• PROBLEM TO WORK ON:
Pull every line containing "KSIĘDZA" out of the listing below.

• DATA IN THIS EXERCISE:

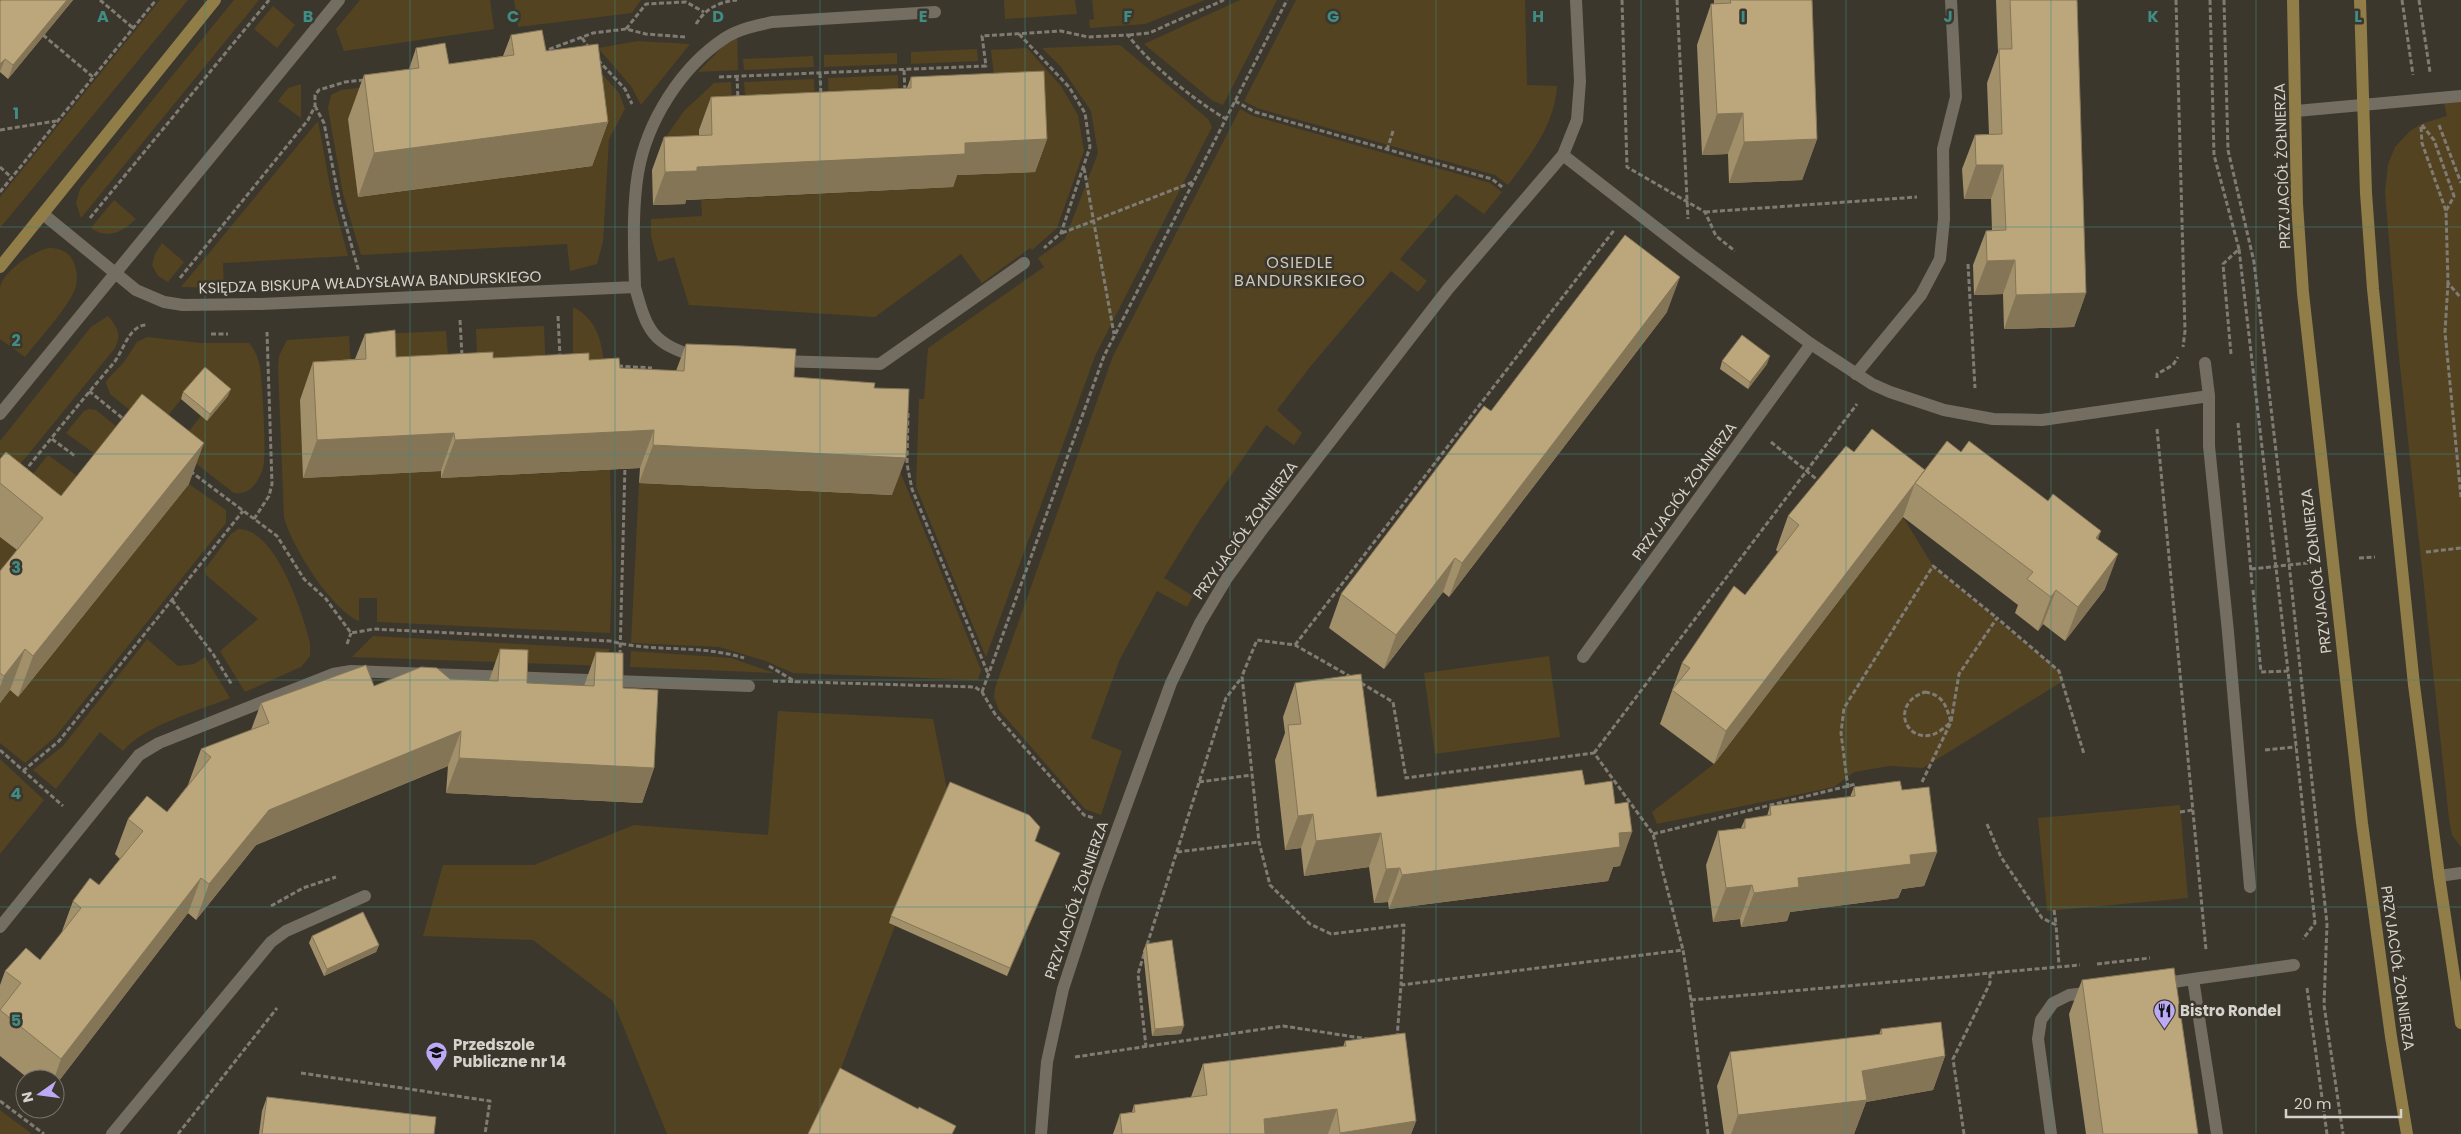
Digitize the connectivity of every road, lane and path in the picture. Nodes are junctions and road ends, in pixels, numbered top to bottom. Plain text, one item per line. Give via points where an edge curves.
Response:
1 (100, 0) edge
2 (156, 0) edge
3 (215, 0) edge
4 (269, 0) edge
5 (339, 0) edge
6 (738, 0) edge
7 (1224, 0) edge
8 (1288, 0) edge
9 (1576, 0) edge
10 (1622, 0) edge
11 (1677, 0) edge
12 (1951, 0) edge
13 (2176, 0) edge
14 (2210, 0) edge
15 (2224, 0) edge
16 (2293, 0) edge
17 (2360, 0) edge
18 (2402, 0) edge
19 (704, 12) junction
20 (935, 12) dead end
21 (133, 28) junction
22 (626, 29) junction
23 (692, 31) dead end
24 (1019, 34) junction
25 (1128, 35) junction
26 (43, 36) edge
27 (688, 37) dead end
28 (536, 55) edge
29 (904, 70) junction
30 (820, 73) junction
31 (737, 76) junction
32 (93, 77) junction
33 (714, 77) dead end
34 (372, 79) edge
35 (2461, 96) edge
36 (906, 100) edge
37 (1235, 101) junction
38 (2417, 101) junction
39 (822, 104) edge
40 (2364, 105) junction
41 (315, 106) junction
42 (738, 108) edge
43 (2296, 111) junction
44 (1226, 119) junction
45 (57, 121) junction
46 (2421, 124) junction
47 (0, 130) edge
48 (1392, 131) dead end
49 (1387, 150) junction
50 (1563, 155) junction
51 (0, 167) edge
52 (1084, 168) junction
53 (12, 178) junction
54 (1193, 182) junction
55 (0, 192) edge
56 (1944, 196) junction
57 (1687, 200) junction
58 (1522, 202) junction
59 (1632, 207) junction
60 (2446, 211) junction
61 (1705, 212) junction
62 (43, 214) junction
63 (1094, 220) junction
64 (1061, 233) junction
65 (72, 239) junction
66 (2239, 249) junction
67 (1690, 254) junction
68 (1739, 254) dead end
69 (1024, 263) joint
70 (0, 267) edge
71 (114, 273) junction
72 (2448, 283) junction
73 (635, 287) junction
74 (2461, 298) edge
75 (362, 299) junction
76 (172, 303) junction
77 (548, 314) dead end
78 (460, 320) junction
79 (469, 320) dead end
80 (452, 321) dead end
81 (267, 332) junction
82 (276, 332) dead end
83 (206, 333) dead end
84 (232, 333) dead end
85 (258, 333) dead end
86 (1115, 334) junction
87 (1810, 344) junction
88 (560, 359) edge
89 (713, 359) edge
90 (463, 360) edge
91 (762, 360) edge
92 (2232, 360) dead end
93 (2205, 363) dead end
94 (611, 366) edge
95 (625, 366) junction
96 (654, 368) edge
97 (1856, 374) junction
98 (2157, 374) junction
99 (625, 376) edge
100 (2148, 376) dead end
101 (1872, 384) junction
102 (1966, 385) dead end
103 (1984, 389) dead end
104 (90, 391) junction
105 (2209, 396) junction
106 (2158, 403) junction
107 (903, 406) edge
108 (0, 414) edge
109 (2237, 419) dead end
110 (134, 427) edge
111 (51, 438) junction
112 (75, 456) dead end
113 (1791, 457) dead end
114 (625, 463) edge
115 (187, 468) edge
116 (1807, 470) junction
117 (18, 480) edge
118 (1827, 488) edge
119 (2461, 496) edge
120 (243, 511) junction
121 (254, 520) junction
122 (172, 600) junction
123 (1997, 618) junction
124 (620, 644) junction
125 (1295, 644) junction
126 (1583, 657) dead end
127 (750, 660) dead end
128 (767, 665) dead end
129 (2288, 671) junction
130 (989, 676) junction
131 (1242, 676) junction
132 (619, 681) junction
133 (796, 682) junction
134 (749, 686) joint
135 (982, 692) junction
136 (245, 708) junction
137 (1951, 722) junction
138 (2296, 747) junction
139 (0, 750) edge
140 (2262, 750) dead end
141 (1594, 753) junction
142 (2084, 754) dead end
143 (23, 771) junction
144 (1252, 776) junction
145 (1199, 782) junction
146 (1922, 782) dead end
147 (1856, 784) dead end
148 (1848, 788) junction
149 (2193, 810) junction
150 (2180, 812) dead end
151 (83, 823) junction
152 (1987, 824) dead end
153 (1118, 826) junction
154 (1653, 834) junction
155 (1259, 842) junction
156 (1177, 852) junction
157 (2461, 873) edge
158 (2439, 876) junction
159 (2250, 887) dead end
160 (365, 896) dead end
161 (2054, 910) dead end
162 (2056, 925) junction
163 (0, 927) edge
164 (2303, 939) junction
165 (2293, 940) dead end
166 (2205, 946) dead end
167 (2304, 948) dead end
168 (1683, 950) junction
169 (2216, 950) dead end
170 (2198, 952) dead end
171 (2158, 957) dead end
172 (2085, 964) dead end
173 (2093, 964) dead end
174 (2059, 965) junction
175 (2294, 965) dead end
176 (1990, 973) junction
177 (2306, 978) dead end
178 (2193, 979) junction
179 (1401, 985) junction
180 (2148, 985) edge
181 (2109, 990) edge
182 (1691, 1000) junction
183 (277, 1008) dead end
184 (2461, 1023) edge
185 (1378, 1040) edge
186 (1396, 1043) edge
187 (1146, 1047) junction
188 (1047, 1062) junction
189 (301, 1073) dead end
190 (0, 1101) edge
191 (1707, 1133) edge
192 (44, 1134) edge
193 (112, 1134) edge
194 (178, 1134) edge
195 (485, 1134) edge
196 (1041, 1134) edge
197 (1964, 1134) edge
198 (2051, 1134) edge
199 (2216, 1134) edge
200 (2327, 1134) edge
201 (2343, 1134) edge
202 (2408, 1134) edge

1 - 21 path
2 - 21 path
3 - 62 street
4 - 65 path
5 - 71 street
6 - 19 path
7 - 25 path via 1149,33
8 - 37 path
9 - 50 street, PRZYJACIÓŁ ŻOŁNIERZA via 1580,81 1577,120
10 - 57 path via 1627,167
11 - 57 path
12 - 56 street via 1956,97 1943,148
13 - 98 path via 2185,331 2184,343 2173,365
14 - 66 path via 2214,154
15 - 201 path via 2228,150 2254,262 2262,330 2327,924 2324,1005
16 - 43 street, PRZYJACIÓŁ ŻOŁNIERZA
17 - 40 street
18 - 38 path
19 - 22 path via 686,2 646,4
19 - 23 path
20 - 73 street via 772,22 747,27 703,56 676,86 653,124 638,172 634,218
21 - 32 path
22 - 27 path
22 - 28 path via 593,33
24 - 25 path via 1061,31 1088,37
24 - 29 path via 982,36 986,66
24 - 52 path via 1056,71 1085,113 1090,146
25 - 44 path via 1141,53
26 - 32 path
29 - 30 path
29 - 36 path
30 - 31 path
30 - 39 path
31 - 33 path
31 - 42 path
32 - 45 path
34 - 41 path via 325,87 315,95
35 - 38 street
37 - 44 path
37 - 49 path via 1255,112
38 - 40 street
38 - 46 path
40 - 43 street
40 - 158 street via 2373,289 2414,685
41 - 75 path via 324,123 340,204 357,261
41 - 76 path via 308,120 176,284
43 - 202 street, PRZYJACIÓŁ ŻOŁNIERZA via 2302,283 2322,475 2362,823 2391,1038
44 - 54 path
45 - 47 path
45 - 53 path
46 - 60 path via 2422,143
46 - 60 path via 2434,140 2454,196
48 - 49 path
49 - 58 path via 1492,179
50 - 58 street, PRZYJACIÓŁ ŻOŁNIERZA
50 - 59 street
51 - 53 path
52 - 63 path
52 - 64 path
53 - 55 path
54 - 63 path
54 - 86 path
56 - 61 path
56 - 97 street via 1940,259 1921,295
57 - 61 path
57 - 67 path
58 - 153 street, PRZYJACIÓŁ ŻOŁNIERZA via 1448,289 1227,578 1200,623 1171,683
59 - 67 street
59 - 125 path
60 - 72 path
61 - 68 path via 1716,236
62 - 65 street, KSIĘDZA BISKUPA WŁADYSŁAWA BANDURSKIEGO
62 - 70 street
63 - 64 path
63 - 86 path
64 - 69 path
65 - 71 street, KSIĘDZA BISKUPA WŁADYSŁAWA BANDURSKIEGO
66 - 92 path via 2223,264
66 - 129 path
67 - 87 street
69 - 91 street via 880,364
71 - 76 street, KSIĘDZA BISKUPA WŁADYSŁAWA BANDURSKIEGO via 136,290
71 - 108 street
72 - 74 path
72 - 119 path via 2445,332
73 - 75 street, KSIĘDZA BISKUPA WŁADYSŁAWA BANDURSKIEGO
73 - 89 street via 643,317 653,335 676,350
75 - 76 street, KSIĘDZA BISKUPA WŁADYSŁAWA BANDURSKIEGO via 207,306
76 - 104 path via 166,329 148,325 136,327 112,365
77 - 88 path via 558,314
78 - 79 path
78 - 80 path
78 - 90 path
81 - 82 path
81 - 85 path
81 - 121 path via 272,484 269,496
83 - 84 path
86 - 130 path via 1104,356
87 - 97 street
87 - 126 street, PRZYJACIÓŁ ŻOŁNIERZA
93 - 105 street
94 - 95 path
95 - 96 path
95 - 99 path
97 - 101 street
98 - 100 path
98 - 106 path
101 - 106 street via 1944,410 1993,419 2042,420
101 - 116 path
102 - 103 path
104 - 110 path
104 - 111 path
105 - 106 street
105 - 159 street via 2210,446
106 - 149 path via 2157,434
107 - 130 path via 908,414 907,464 912,489
109 - 129 path via 2261,672
111 - 112 path
111 - 117 path
113 - 116 path
114 - 124 path
115 - 120 path
116 - 118 path
116 - 141 path
120 - 121 path
120 - 122 path
121 - 124 path via 277,536 304,579 326,599 351,633 374,629
122 - 136 path via 213,654
122 - 143 path via 59,741
123 - 137 path via 1958,674
123 - 142 path via 2059,671
123 - 148 path via 1933,566 1844,708 1840,732
124 - 127 path via 714,651
124 - 132 path
125 - 131 path via 1257,640
125 - 141 path via 1393,702 1406,778
128 - 133 path
129 - 138 path
130 - 135 path
131 - 144 path
131 - 145 path via 1226,698
132 - 134 street
132 - 136 street via 351,671 323,677
133 - 134 path via 773,681
133 - 135 path via 975,687
135 - 153 path via 995,714 1084,815
136 - 151 street via 143,752
137 - 137 path via 1932,735 1922,735 1909,727 1904,712 1911,698 1925,692 1935,694 1943,700
137 - 146 path
138 - 140 path
138 - 164 path via 2315,923
139 - 143 path
141 - 154 path
143 - 151 path
144 - 145 path
144 - 155 path
145 - 156 path
147 - 148 path
148 - 154 path
149 - 150 path
149 - 166 path
151 - 163 street
152 - 162 path via 2006,864 2042,918
153 - 188 street, PRZYJACIÓŁ ŻOŁNIERZA via 1063,989
154 - 168 path
155 - 156 path
155 - 179 path via 1270,885 1310,924 1331,934 1404,925
156 - 187 path via 1138,974
157 - 158 street
158 - 184 street
160 - 193 street via 286,930 271,942
161 - 162 path
162 - 174 path
164 - 165 path
164 - 167 path
168 - 179 path
168 - 182 path
169 - 170 path
171 - 173 path
172 - 174 path
174 - 176 path
175 - 178 street
176 - 182 path
176 - 197 path via 1990,983 1954,1059
177 - 200 path
178 - 180 street
178 - 199 street
179 - 186 path
181 - 198 street via 2069,995 2053,1003 2041,1020 2038,1039
182 - 191 path
183 - 194 path
185 - 187 path via 1283,1026
187 - 188 path
188 - 196 street, PRZYJACIÓŁ ŻOŁNIERZA
189 - 195 path via 490,1101
190 - 192 path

• RESPONSE:
62 - 65 street, KSIĘDZA BISKUPA WŁADYSŁAWA BANDURSKIEGO
65 - 71 street, KSIĘDZA BISKUPA WŁADYSŁAWA BANDURSKIEGO
71 - 76 street, KSIĘDZA BISKUPA WŁADYSŁAWA BANDURSKIEGO via 136,290
73 - 75 street, KSIĘDZA BISKUPA WŁADYSŁAWA BANDURSKIEGO
75 - 76 street, KSIĘDZA BISKUPA WŁADYSŁAWA BANDURSKIEGO via 207,306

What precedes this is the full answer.